Re: Fedora 34 Change proposal: Remove and deprecate nscd in favour of sssd and systemd-resolved (Self-Contained Change)

Petr Menšík <pemensik@xxxxxxxxxx> · Sat, 21 Nov 2020 02:08:14 +0100

On 11/17/20 10:12 AM, Lennart Poettering wrote:
> On Mo, 16.11.20 21:48, Petr Menšík (pemensik@xxxxxxxxxx) wrote:
> 
>> But it does not have to learn everything about a server, because it
>> switched the active one. If it has to, try to find way to store server
>> instance features per server IP, not per link.
> 
> We do exactly this. But we also have a grace period after which we
> forget everything again, and go back to the best server feature level again,
> which then takes some time to settle back on the actual server feature
> level.
I think smart RTT checking every few minutes would be better, than
forgetting everything about server always responding quickly.
> 
> When we always use the same server, then we probe it once, and use it
> for the full grace period without any further delays. When we use
> numerous servers, and a different one for each lookup, then this means
> we have to probe each and every single one of them once and that slows
> down things.
You can cache average response time for the server. If answer did not
arrive in triple or usuall RTT, send to other servers too. It should not
be done for each request. Depends on how long grace period, right?
> 
> It's a very easy calulation: if you use n=1 servers for 500 lookups
> within the grace period, you experience 1 slow lookup in the worst
> case that required the feature probing, plus 499 speedy lookups
> because we already knew the earlier probing results. If otoh you use
> n=250 servers for 500 lookups you experience 250 worst case slow
> lookups, since we need to learn for each server individually what it
> can and can't do, plus 250 speedy lookups. And then, after the grace
> period is over, you get another 250 slow lookups...
I would think you can detect almost everything from 2 requests and
replies. Only special workarounds for broken implementations may take more.

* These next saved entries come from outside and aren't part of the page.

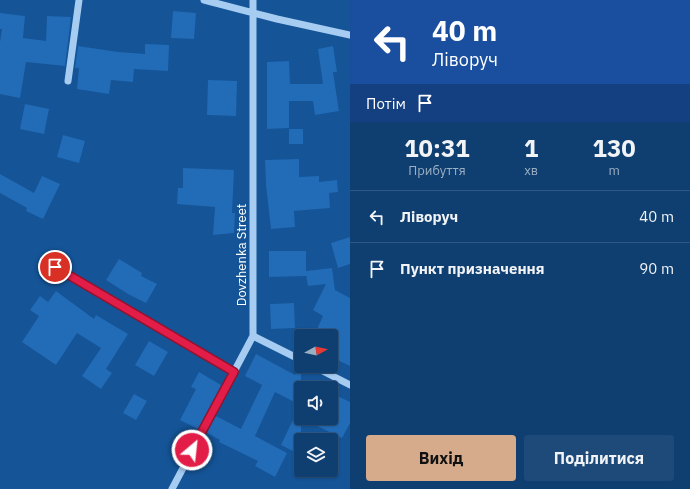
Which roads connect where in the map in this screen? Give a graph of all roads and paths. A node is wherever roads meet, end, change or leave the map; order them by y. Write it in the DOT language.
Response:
graph roads {
  1 [pos="79,0"];
  2 [pos="204,0"];
  3 [pos="253,0"];
  4 [pos="254,13"];
  5 [pos="350,35"];
  6 [pos="68,81"];
  7 [pos="55,267"];
  8 [pos="253,336"];
  9 [pos="294,356"];
  10 [pos="234,372"];
  11 [pos="327,373"];
  12 [pos="350,385"];
  13 [pos="172,489"];
  1 -- 6 [label="street"];
  2 -- 4 [label="street"];
  3 -- 4 [label="street, Dovzhenka Street"];
  4 -- 5 [label="street"];
  4 -- 8 [label="street, Dovzhenka Street"];
  7 -- 10 [label="street"];
  8 -- 9 [label="street"];
  8 -- 10 [label="street, Dovzhenka Street"];
  10 -- 13 [label="street, Dovzhenka Street"];
  11 -- 12 [label="street"];
}
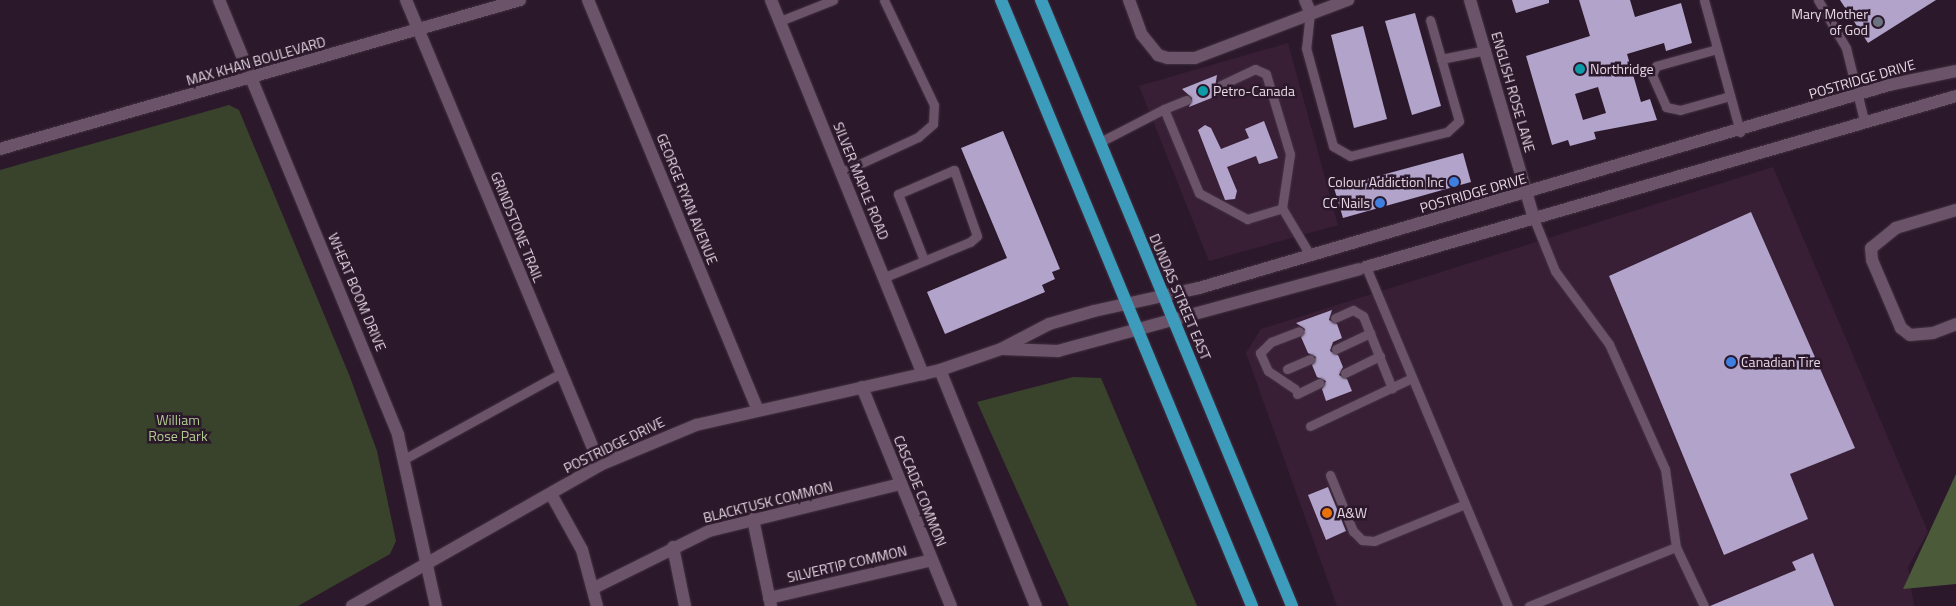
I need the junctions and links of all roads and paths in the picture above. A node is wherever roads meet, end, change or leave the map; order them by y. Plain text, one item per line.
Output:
1 (219, 0) edge
2 (406, 0) edge
3 (520, 0) edge
4 (588, 0) edge
5 (771, 0) edge
6 (833, 0) edge
7 (884, 0) edge
8 (1001, 0) edge
9 (1041, 0) edge
10 (1129, 0) edge
11 (1305, 0) edge
12 (1348, 0) edge
13 (1470, 0) edge
14 (1704, 0) edge
15 (1818, 0) edge
16 (1310, 12) junction
17 (1430, 20) dead end
18 (780, 21) junction
19 (419, 30) junction
20 (1717, 49) junction
21 (1486, 50) junction
22 (1441, 59) junction
23 (1956, 71) edge
24 (252, 78) junction
25 (1221, 85) dead end
26 (1858, 95) junction
27 (1730, 96) junction
28 (1956, 96) edge
29 (1186, 100) dead end
30 (1164, 109) junction
31 (1864, 120) junction
32 (1740, 132) junction
33 (1100, 142) junction
34 (0, 149) edge
35 (842, 172) junction
36 (1526, 193) junction
37 (1282, 208) junction
38 (1956, 210) edge
39 (1534, 219) junction
40 (1310, 255) junction
41 (924, 260) junction
42 (1362, 268) junction
43 (885, 277) junction
44 (1164, 296) junction
45 (1128, 306) junction
46 (1335, 318) dead end
47 (1174, 320) junction
48 (1956, 324) edge
49 (1138, 330) junction
50 (1299, 331) dead end
51 (1370, 333) junction
52 (1001, 349) junction
53 (1336, 349) dead end
54 (1380, 356) junction
55 (1310, 359) dead end
56 (1287, 369) dead end
57 (940, 370) junction
58 (561, 373) junction
59 (1345, 373) dead end
60 (923, 374) junction
61 (1412, 378) junction
62 (1320, 383) dead end
63 (862, 387) junction
64 (1392, 388) junction
65 (758, 410) junction
66 (1310, 426) dead end
67 (406, 458) junction
68 (600, 466) junction
69 (1330, 475) dead end
70 (901, 484) junction
71 (551, 494) junction
72 (1466, 504) junction
73 (753, 519) junction
74 (1676, 546) junction
75 (673, 547) junction
76 (932, 560) junction
77 (427, 563) junction
78 (594, 588) junction
79 (770, 602) edge
80 (352, 606) edge
81 (436, 606) edge
82 (597, 606) edge
83 (685, 606) edge
84 (951, 606) edge
85 (1036, 606) edge
86 (1252, 606) edge
87 (1292, 606) edge
88 (1508, 606) edge
89 (1529, 606) edge
90 (1704, 606) edge

1 - 24 street, WHEAT BOOM DRIVE
2 - 19 street, GRINDSTONE TRAIL
3 - 19 street, MAX KHAN BOULEVARD
4 - 65 street, GEORGE RYAN AVENUE
5 - 18 street, SILVER MAPLE ROAD
6 - 18 lane
7 - 35 lane
8 - 45 main road
9 - 33 main road, DUNDAS STREET EAST
10 - 16 street
11 - 16 street
12 - 16 street
13 - 21 street, ENGLISH ROSE LANE
14 - 20 lane
15 - 26 lane
16 - 22 lane
17 - 22 lane
18 - 35 street, SILVER MAPLE ROAD
19 - 24 street, MAX KHAN BOULEVARD
19 - 58 street, GRINDSTONE TRAIL
20 - 27 lane
20 - 27 lane
21 - 22 lane
21 - 36 street, ENGLISH ROSE LANE
23 - 26 street, POSTRIDGE DRIVE
24 - 34 street, MAX KHAN BOULEVARD
24 - 67 street, WHEAT BOOM DRIVE
25 - 37 lane
26 - 31 lane
26 - 32 street, POSTRIDGE DRIVE
27 - 32 lane
28 - 31 street, POSTRIDGE DRIVE
29 - 30 lane
30 - 33 lane
30 - 37 lane
31 - 39 street, POSTRIDGE DRIVE
32 - 36 street, POSTRIDGE DRIVE
33 - 44 main road, DUNDAS STREET EAST
35 - 43 street, SILVER MAPLE ROAD
36 - 39 street, ENGLISH ROSE LANE
36 - 40 street, POSTRIDGE DRIVE
37 - 40 lane
38 - 48 street
39 - 42 street, POSTRIDGE DRIVE
39 - 74 lane
40 - 44 street, POSTRIDGE DRIVE
41 - 41 lane
41 - 43 lane
42 - 47 street, POSTRIDGE DRIVE
42 - 61 lane
43 - 60 street, SILVER MAPLE ROAD
44 - 45 street, POSTRIDGE DRIVE
44 - 47 main road, DUNDAS STREET EAST
45 - 49 main road
45 - 52 street, POSTRIDGE DRIVE
46 - 51 lane
47 - 49 street, POSTRIDGE DRIVE
47 - 87 main road, DUNDAS STREET EAST
49 - 52 street, POSTRIDGE DRIVE
49 - 86 main road
50 - 62 lane
51 - 53 lane
51 - 54 lane
52 - 57 street, POSTRIDGE DRIVE
54 - 59 lane
54 - 64 lane
55 - 56 lane
57 - 60 street, POSTRIDGE DRIVE
57 - 85 street
58 - 67 lane
58 - 68 street, GRINDSTONE TRAIL
60 - 63 street, POSTRIDGE DRIVE
61 - 64 lane
61 - 72 lane
63 - 65 street, POSTRIDGE DRIVE
63 - 70 street, CASCADE COMMON
64 - 66 lane
65 - 68 street, POSTRIDGE DRIVE
67 - 77 street, WHEAT BOOM DRIVE
68 - 71 street, POSTRIDGE DRIVE
69 - 72 lane
70 - 73 street, BLACKTUSK COMMON
70 - 76 street, CASCADE COMMON
71 - 77 street, POSTRIDGE DRIVE
71 - 78 street
72 - 88 lane
73 - 75 street, BLACKTUSK COMMON
73 - 79 street
74 - 89 lane
74 - 90 lane
75 - 78 street, BLACKTUSK COMMON
75 - 83 street
76 - 79 street, SILVERTIP COMMON
76 - 84 street, CASCADE COMMON
77 - 80 street, POSTRIDGE DRIVE
77 - 81 street, WHEAT BOOM DRIVE
78 - 82 street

It could work by timeout not too visible. It would send few queries to
secondary server, metering averate round-trip time. If it was
significantly better than the current server, switch to it. Unless
connection changed, you can expect previous quirks apply, but still you
can test response time. I think dnsmasq sends ocassinally few requests
to non-primary. If answers don't arrive withing hundreds of ms, try also
others. So user has answer soon and it did measure response time of all
used servers. Even if any of them is offline. It does not have to be 50%
of queries just to test it.
> 
>>> It might be something to add as opt-in, and come with the warning that
>>> you better list DNS servers that aren't crap if you want to use that,
>>> so that we never have to downgrade protocol level, and thus the
>>> learning phase is short.
>>
>> Sure enough, many router DNS implementations are bad or ugly. If it can
>> choose from full featured validated ISP resolver and crappy router
>> implementation, prefer the one with better features. Most likely it is
>> much better maintained as well.
> 
> I am sorry, but that is not a suitable approach for an "edge" DNS
> clients. We need to go through the DNS server info we acquired through
> DHCP or so, since private domains do exist. We must keep router admin
> pages accessible.
I haven't mentioned using any external DHCP client. Problem is, there is
no standard way to configure slit DNS over DHCP. Or even declare private
domains used by local networks via autoconfiguration.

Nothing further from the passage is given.